There is no other country in which the military is so proficient, so respected, so influential in policymaking without becoming a threat to civilian governance. Standard models of civil-military relations would predict a military so constituted to be tempted by coups or state capture.1 Yet, for over 250 years, there has never been an organized attempt to overthrow the US government by its military. It is a precious, anomalous history.
Why that is the case isn't simple. It's partly the political culture of the colonies that would become the United States devising a government of distributed and counterbalancing power. It's partly the restraining example of an extraordinary individual during state formation, giving time for civilian institutions and military norms to form and strengthen. It's partly structural factors such as geographic expanse, rival and dispersed urban and commercial centers, and a benign international security environment coupled with urgent domestic insecurity (the "insider threat" of conflict with Native Americans) resulting in a weak federal army and strong militia. It's partly adroit politicians demonstrating the skills that make them successful and simply outplaying ambitious military aspirants. Which is to say that the American experience has proven beneficial and durable but difficult for other states to emulate.
This book isn't a comprehensive military history of the United States. Many important events that shaped the country and its forces go unrecorded in this account. Many themes that frame understanding of events do not appear here. This history focuses on only one of the five sets of interdependent relationships that comprise civil-military relations, that between civilian elites and military leaders.2
What this book attempts to do is look at the evolution of relations between the American military and its civilian leadership, elected or appointed by those elected to determine national policy. To do so, it focuses on consequential instances of friction between those civilians with authority over the military and military leaders' response to that authority. What emerges from that interaction is a system of rules and norms of behavior that scholars term civil-military relations.

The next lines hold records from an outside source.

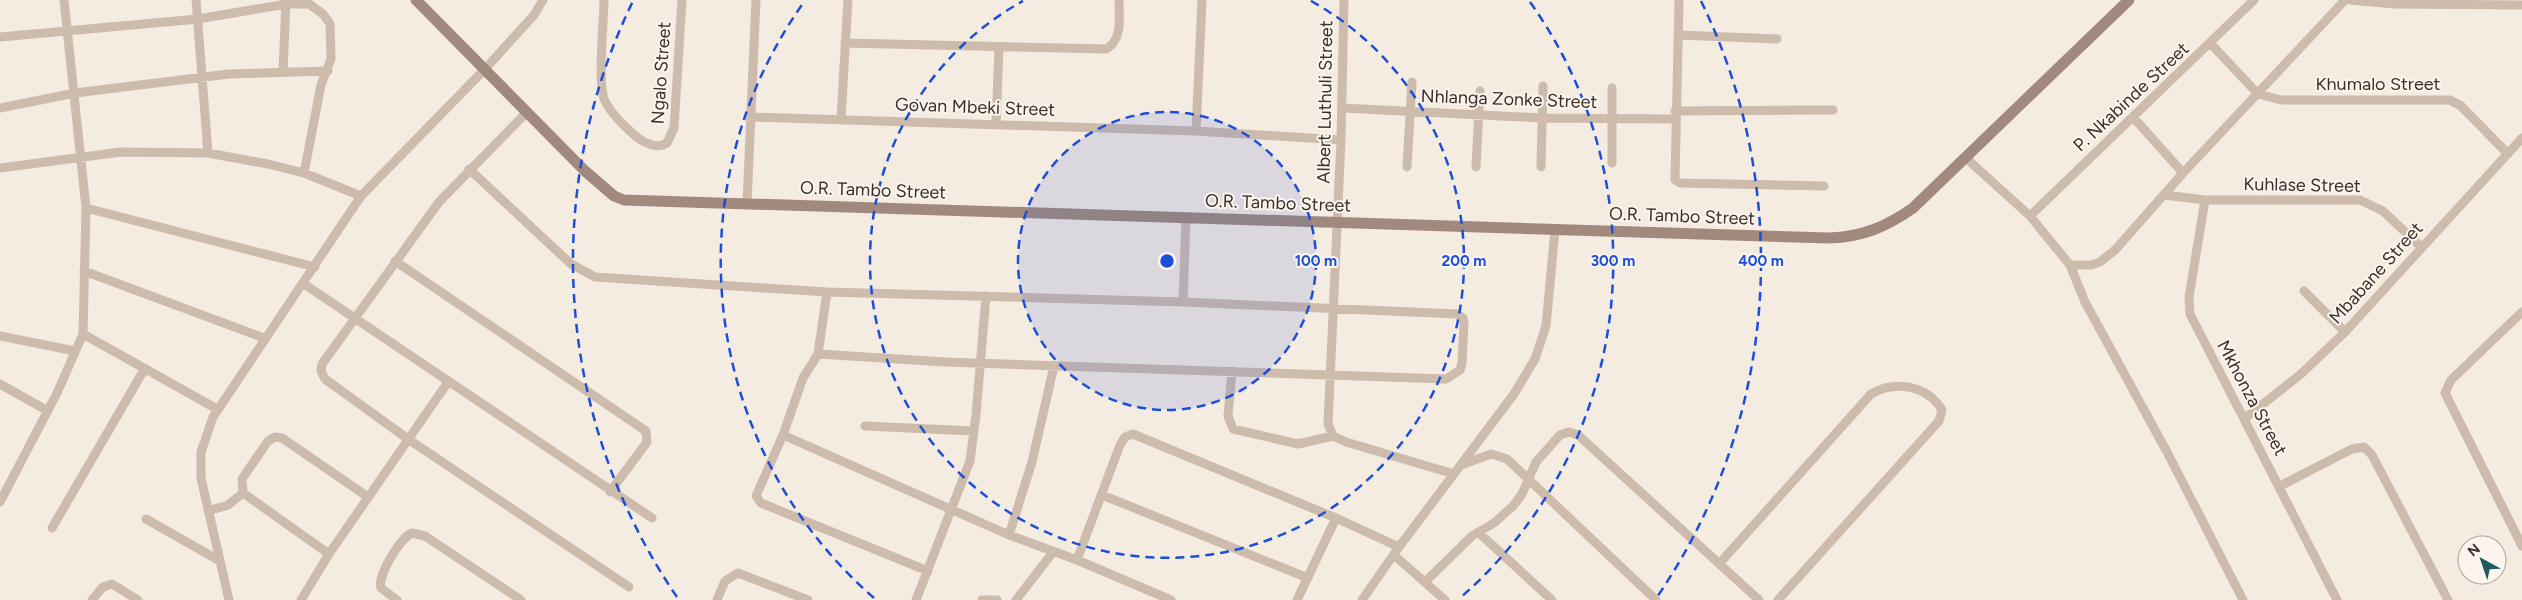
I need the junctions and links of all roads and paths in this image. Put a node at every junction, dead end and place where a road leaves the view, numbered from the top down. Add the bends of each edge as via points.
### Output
1 (64, 0) edge
2 (196, 0) edge
3 (416, 0) edge
4 (543, 0) edge
5 (604, 0) edge
6 (682, 0) edge
7 (756, 0) edge
8 (848, 0) edge
9 (1119, 0) edge
10 (1202, 0) edge
11 (1344, 0) edge
12 (1679, 0) edge
13 (2129, 0) edge
14 (2254, 0) edge
15 (2345, 0) edge
16 (2350, 0) edge
17 (286, 2) edge
18 (2522, 5) edge
19 (198, 19) junction
20 (68, 30) junction
21 (1678, 35) junction
22 (0, 36) edge
23 (1777, 39) dead end
24 (845, 44) junction
25 (2211, 44) junction
26 (999, 48) junction
27 (485, 69) junction
28 (328, 71) junction
29 (283, 72) junction
30 (204, 78) junction
31 (1412, 82) dead end
32 (1543, 86) dead end
33 (1612, 88) dead end
34 (1480, 91) dead end
35 (75, 94) junction
36 (2258, 94) junction
37 (0, 108) edge
38 (1342, 108) junction
39 (1833, 110) dead end
40 (527, 112) junction
41 (1410, 112) junction
42 (1480, 114) junction
43 (1675, 115) junction
44 (752, 117) junction
45 (2133, 117) junction
46 (841, 118) junction
47 (1542, 118) junction
48 (1612, 118) junction
49 (996, 124) junction
50 (1196, 131) junction
51 (2522, 138) edge
52 (1341, 140) junction
53 (208, 153) junction
54 (2508, 154) junction
55 (82, 156) junction
56 (1967, 158) junction
57 (1612, 163) dead end
58 (1407, 167) dead end
59 (1476, 167) dead end
60 (1541, 167) dead end
61 (0, 168) edge
62 (470, 169) junction
63 (304, 173) junction
64 (2183, 173) junction
65 (1824, 186) dead end
66 (2165, 195) junction
67 (361, 196) junction
68 (2205, 200) junction
69 (747, 203) junction
70 (86, 208) junction
71 (2030, 216) junction
72 (1186, 217) junction
73 (1338, 223) junction
74 (1555, 230) junction
75 (2421, 247) junction
76 (394, 261) junction
77 (2070, 265) junction
78 (315, 266) junction
79 (84, 271) junction
80 (304, 284) junction
81 (2304, 291) dead end
82 (827, 292) junction
83 (986, 296) junction
84 (1183, 302) junction
85 (1333, 308) junction
86 (2522, 312) edge
87 (355, 317) junction
88 (2345, 332) junction
89 (82, 334) junction
90 (0, 336) edge
91 (264, 338) junction
92 (75, 351) junction
93 (818, 354) junction
94 (981, 363) junction
95 (1054, 366) junction
96 (145, 368) junction
97 (1232, 371) junction
98 (1329, 374) junction
99 (448, 382) junction
100 (0, 384) edge
101 (217, 409) junction
102 (48, 411) junction
103 (2244, 419) junction
104 (865, 426) dead end
105 (974, 431) junction
106 (783, 435) junction
107 (1333, 436) junction
108 (408, 439) junction
109 (1461, 465) junction
110 (1454, 474) junction
111 (1527, 480) junction
112 (2280, 486) junction
113 (610, 492) junction
114 (242, 493) junction
115 (1102, 494) junction
116 (368, 497) junction
117 (0, 502) edge
118 (953, 510) junction
119 (208, 511) junction
120 (652, 518) dead end
121 (1336, 518) junction
122 (146, 519) dead end
123 (52, 528) dead end
124 (1478, 532) junction
125 (1009, 535) junction
126 (2522, 546) edge
127 (1396, 551) junction
128 (1054, 552) junction
129 (329, 554) junction
130 (1077, 560) junction
131 (220, 561) junction
132 (1719, 564) junction
133 (928, 571) junction
134 (1308, 578) junction
135 (1425, 582) junction
136 (629, 587) dead end
137 (92, 600) edge
138 (138, 600) edge
139 (229, 600) edge
140 (301, 600) edge
141 (397, 600) edge
142 (521, 600) edge
143 (717, 600) edge
144 (808, 600) edge
145 (916, 600) edge
146 (982, 600) edge
147 (997, 600) edge
148 (1016, 600) edge
149 (1171, 600) edge
150 (1297, 600) edge
151 (1362, 600) edge
152 (1445, 600) edge
153 (1552, 600) edge
154 (1656, 600) edge
155 (1759, 600) edge
156 (1778, 600) edge
157 (2243, 600) edge
158 (2337, 600) edge
159 (2448, 600) edge

1 - 20 street
2 - 19 street
3 - 27 street, O.R. Tambo Street
4 - 27 street via 534,15
5 - 6 street, Ngalo Street via 602,89 605,101 637,137 658,146 667,144 674,128
7 - 44 street
8 - 24 street
9 - 26 street via 1117,40 1106,49
10 - 50 street
11 - 38 street, Albert Luthuli Street
12 - 21 street
13 - 56 street, O.R. Tambo Street
14 - 25 street, P. Nkabinde Street
15 - 36 street
16 - 18 street via 2395,4
17 - 19 street
17 - 28 street via 309,4 327,18 331,59
17 - 29 street
19 - 20 street
19 - 30 street
20 - 22 street
20 - 35 street
21 - 23 street
21 - 43 street
24 - 26 street
24 - 46 street
25 - 36 street
25 - 45 street, P. Nkabinde Street
26 - 49 street
27 - 40 street, O.R. Tambo Street
27 - 67 street
28 - 29 street
28 - 63 street via 321,85
29 - 30 street
30 - 35 street
30 - 53 street
31 - 41 street
32 - 47 street
33 - 48 street
34 - 42 street
35 - 37 street
35 - 55 street
36 - 54 street, Khumalo Street via 2281,100 2450,100 2461,106
36 - 64 street
38 - 41 street, Nhlanga Zonke Street
38 - 52 street, Albert Luthuli Street
39 - 43 street, Nhlanga Zonke Street
40 - 62 street
40 - 69 street, O.R. Tambo Street via 614,196 624,200
41 - 42 street, Nhlanga Zonke Street
41 - 58 street
42 - 47 street, Nhlanga Zonke Street
42 - 59 street
43 - 48 street, Nhlanga Zonke Street
43 - 65 street via 1676,180 1680,183
44 - 46 street, Govan Mbeki Street
44 - 69 street
45 - 64 street
45 - 71 street, P. Nkabinde Street
46 - 49 street, Govan Mbeki Street
47 - 48 street, Nhlanga Zonke Street
47 - 60 street
48 - 57 street
49 - 50 street, Govan Mbeki Street
50 - 52 street, Govan Mbeki Street
51 - 54 street, Mbabane Street
52 - 73 street, Albert Luthuli Street
53 - 55 street via 121,152
53 - 63 street
54 - 75 street, Mbabane Street
55 - 61 street
55 - 70 street
56 - 71 street
56 - 74 street, O.R. Tambo Street via 1913,208 1883,227 1859,236 1815,238
62 - 76 street via 439,202
62 - 82 street via 571,264 595,277
63 - 67 street
64 - 66 street
66 - 68 street, Kuhlase Street
66 - 77 street via 2108,257 2091,265
67 - 78 street
68 - 75 street, Kuhlase Street via 2360,200 2377,206
68 - 103 street, Mkhonza Street via 2190,310
69 - 72 street, O.R. Tambo Street
70 - 78 street
70 - 79 street
71 - 77 street
72 - 73 street, O.R. Tambo Street
72 - 84 street
73 - 74 street, O.R. Tambo Street
73 - 85 street, Albert Luthuli Street
74 - 109 street via 1546,326 1535,359 1514,394
75 - 88 street, Mbabane Street
76 - 87 street
76 - 113 street via 646,431 647,442
77 - 157 street via 2085,302
78 - 80 street
79 - 89 street
79 - 91 street
80 - 87 street
80 - 91 street
81 - 88 street
82 - 83 street
82 - 93 street
83 - 84 street
83 - 94 street
84 - 85 street
85 - 98 street, Albert Luthuli Street
85 - 98 street via 1457,314 1464,323 1462,363 1460,370 1446,379
86 - 126 street via 2452,380 2445,394
87 - 99 street
87 - 108 street via 322,364 322,375
88 - 103 street, Mbabane Street via 2301,374
89 - 92 street
89 - 96 street
90 - 92 street
91 - 101 street
92 - 102 street
93 - 94 street
93 - 106 street via 803,378
94 - 95 street
94 - 105 street
95 - 97 street
95 - 125 street via 1032,462
96 - 101 street
96 - 123 street
97 - 98 street
97 - 107 street via 1228,416 1233,429 1298,444
98 - 107 street, Albert Luthuli Street via 1328,424
99 - 108 street
99 - 113 street
100 - 102 street
101 - 119 street via 207,428 201,452 201,478
102 - 117 street
103 - 112 street, Mkhonza Street
104 - 105 street
105 - 118 street via 968,470
106 - 118 street
106 - 133 street via 756,496 759,501
107 - 110 street
108 - 116 street
108 - 136 street
109 - 110 street
109 - 111 street via 1486,455 1496,455 1506,459
110 - 127 street
111 - 124 street via 1519,500 1494,523
111 - 132 street via 1536,462 1556,440 1566,433 1573,433
111 - 154 street
112 - 158 street, Mkhonza Street
112 - 159 street via 2352,449 2364,447 2372,455
113 - 120 street
114 - 116 street via 242,479 268,441 278,437
114 - 119 street via 228,505
114 - 129 street
115 - 121 street via 1122,440 1133,434
115 - 130 street
115 - 134 street
116 - 129 street
118 - 125 street
118 - 133 street
119 - 131 street
121 - 127 street
121 - 134 street
122 - 131 street
124 - 135 street
124 - 153 street
125 - 128 street
127 - 135 street
127 - 151 street
128 - 130 street
128 - 148 street
129 - 140 street
130 - 149 street
131 - 139 street
132 - 155 street
132 - 156 street via 1871,394 1892,386 1915,388 1928,394 1942,410 1939,420
133 - 145 street
134 - 150 street
135 - 152 street
137 - 138 street via 103,587 112,584
141 - 142 street via 381,588 380,579 401,542 408,535 417,533
143 - 144 street via 726,581 738,573
146 - 147 street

This book focuses on the military side of the equation: what are the constitutional, legal, and normative standards? What cases help understand appropriate military comportment? While civil-military relations are interactive, we predominantly police the military rather than the civilian leadership, for two reasons. First, because there are no qualification requirements political leaders must meet beyond election or appointment to merit their structurally superior position over the military. And, second, because it is the military that has recourse to violence.
My colleague Frank Gavin describes civil-military relations as the most boring subject in academia. He is woefully mistaken. The arc of the story is inherently interesting - George Washington inspiring mutinous soldiers to instead be the first army in a thousand years not to become a threat to democracy, the terrible dilemma of Ulysses Grant having to choose which constitutionally prescribed civilian source of authority to obey during cataclysmic feuding between the president and Congress, struggles to understand fighting limited wars in the nuclear age, the glittering success of professionalization after ending conscription, the unbalancing of the system when public trust in everything but the military collapses, and the maneuverings by civilians to pull the military into political partisanship that will delegitimize the military with the American people.
Where Frank Gavin is correct is that most of us who write about civil-military relations write at the postgraduate level, and for each other. We political scientists who comprise most of the scholars working on the subject mostly wrestle with theory, which I think it's fair to say is seldom of general interest even to other scholars and certainly not to policymakers living the issues, historians recounting and assessing them, or people who don't spend their professional lives thinking about these issues. So, while I do examine the canonical literature addressing civil-military relations, with apologies to all the smart people writing on the issue, I put the literature at the end of the story so as not to frighten off the Frank Gavins of the readership.
What I'm trying to do with this book is invite general readers into an understanding of the subject by telling the story of the evolution of a unique relationship of a powerful military comfortably subservient to elected leaders. Or at least a military that is at nearly all times mostly principled and placid in that subservience, because there are numerous bad examples - incidents where military officers traduce law or norm or, more recently, where political leaders attempt to goad the military (sometimes successfully) into a more politicized role. But those bad examples are exclusively individual actions, not the mobilization of a restive military in insurrection.
The most important thing I learned researching and writing this book is that the Founding Fathers had it wrong - they worried that a standing army would be a threat to civilian governance, but what actually happened is that the creation of a professional military dramatically reduced the challenges to civilian control of the military in the United States.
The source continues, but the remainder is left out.